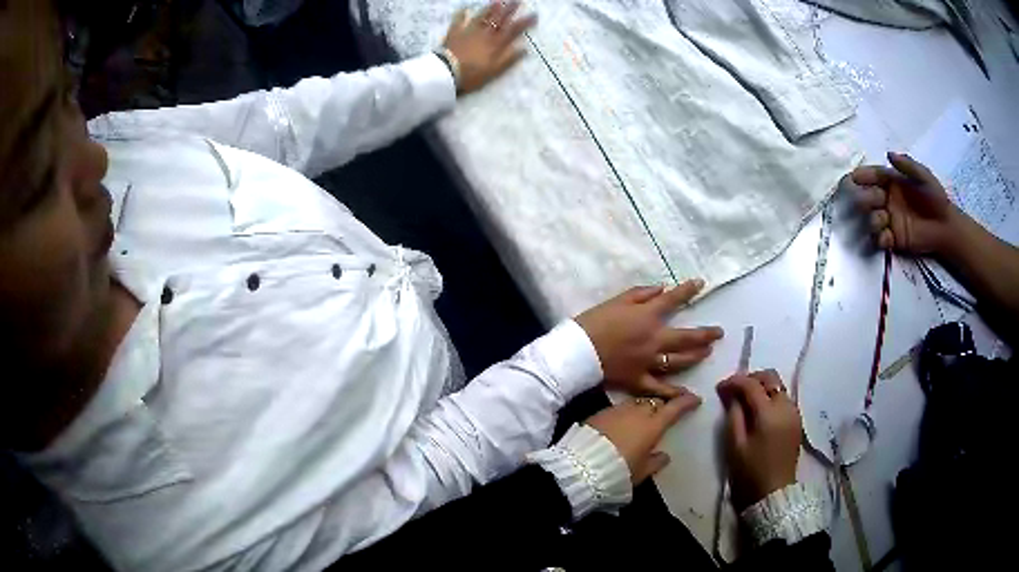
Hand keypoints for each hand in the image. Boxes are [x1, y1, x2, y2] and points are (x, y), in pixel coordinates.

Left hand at [443, 1, 536, 94]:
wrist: (446, 72)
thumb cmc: (472, 75)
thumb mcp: (494, 70)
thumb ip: (509, 59)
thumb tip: (524, 48)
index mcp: (495, 44)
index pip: (513, 30)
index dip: (524, 22)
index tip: (534, 15)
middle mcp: (484, 34)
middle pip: (499, 20)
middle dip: (509, 10)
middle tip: (517, 0)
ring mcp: (469, 32)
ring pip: (482, 17)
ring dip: (490, 9)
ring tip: (497, 0)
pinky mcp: (454, 33)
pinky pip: (458, 21)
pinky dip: (462, 14)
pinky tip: (464, 9)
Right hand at [575, 281, 723, 398]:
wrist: (577, 352)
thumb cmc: (594, 322)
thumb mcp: (616, 300)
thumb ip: (641, 295)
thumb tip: (662, 289)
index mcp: (648, 317)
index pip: (674, 300)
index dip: (689, 290)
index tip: (701, 283)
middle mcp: (655, 340)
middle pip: (686, 337)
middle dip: (705, 333)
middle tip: (718, 333)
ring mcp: (649, 363)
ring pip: (679, 361)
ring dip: (696, 356)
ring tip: (706, 353)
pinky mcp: (639, 380)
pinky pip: (660, 388)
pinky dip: (673, 391)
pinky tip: (686, 393)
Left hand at [586, 391, 702, 483]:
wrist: (582, 465)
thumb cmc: (618, 471)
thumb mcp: (641, 472)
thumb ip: (655, 462)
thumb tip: (664, 456)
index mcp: (652, 426)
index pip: (674, 409)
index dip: (686, 402)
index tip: (695, 398)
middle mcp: (637, 413)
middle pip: (654, 402)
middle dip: (662, 406)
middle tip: (665, 413)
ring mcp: (617, 411)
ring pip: (636, 403)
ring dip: (642, 408)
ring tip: (642, 419)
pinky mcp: (600, 413)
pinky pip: (618, 409)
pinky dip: (625, 414)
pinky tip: (621, 424)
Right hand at [717, 371, 801, 510]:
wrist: (774, 494)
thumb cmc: (750, 472)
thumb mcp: (735, 446)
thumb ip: (733, 416)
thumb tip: (731, 396)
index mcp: (768, 413)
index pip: (751, 385)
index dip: (734, 381)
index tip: (720, 388)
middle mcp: (785, 406)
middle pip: (770, 378)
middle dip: (751, 379)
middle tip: (734, 390)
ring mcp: (794, 412)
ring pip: (778, 387)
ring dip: (762, 387)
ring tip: (746, 401)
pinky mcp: (797, 421)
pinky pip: (783, 398)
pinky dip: (771, 397)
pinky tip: (760, 412)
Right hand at [847, 152, 960, 254]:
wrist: (946, 227)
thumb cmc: (936, 198)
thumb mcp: (924, 176)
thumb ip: (907, 165)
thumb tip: (888, 154)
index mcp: (893, 183)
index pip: (874, 177)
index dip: (863, 176)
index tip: (854, 178)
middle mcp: (888, 200)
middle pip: (868, 198)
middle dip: (865, 200)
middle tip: (871, 202)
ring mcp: (890, 221)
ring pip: (871, 220)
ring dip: (872, 220)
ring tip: (883, 221)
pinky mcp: (894, 240)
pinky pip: (880, 240)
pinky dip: (879, 239)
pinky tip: (886, 238)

══════

• **Exercise directions**
Exactly repeat the material from its first line through the line with "ring mcp: (469, 32)", including both, and leave the pictures and everything else out.

• **Task result**
Hand keypoints for each hand in the image. Boxes are [x1, y1, x2, y2] and points are (x, y), in pixel coordinates.

Left hand at [443, 1, 536, 94]:
wrist: (446, 72)
thumb cmc: (472, 75)
thumb mcp: (494, 70)
thumb ip: (509, 59)
thumb tip: (524, 48)
index mcp: (495, 44)
index pip: (513, 30)
index dip: (524, 22)
index tip: (534, 15)
middle mcp: (484, 34)
middle pip: (499, 20)
middle dip: (509, 10)
middle tip: (517, 0)
ring mcp: (469, 32)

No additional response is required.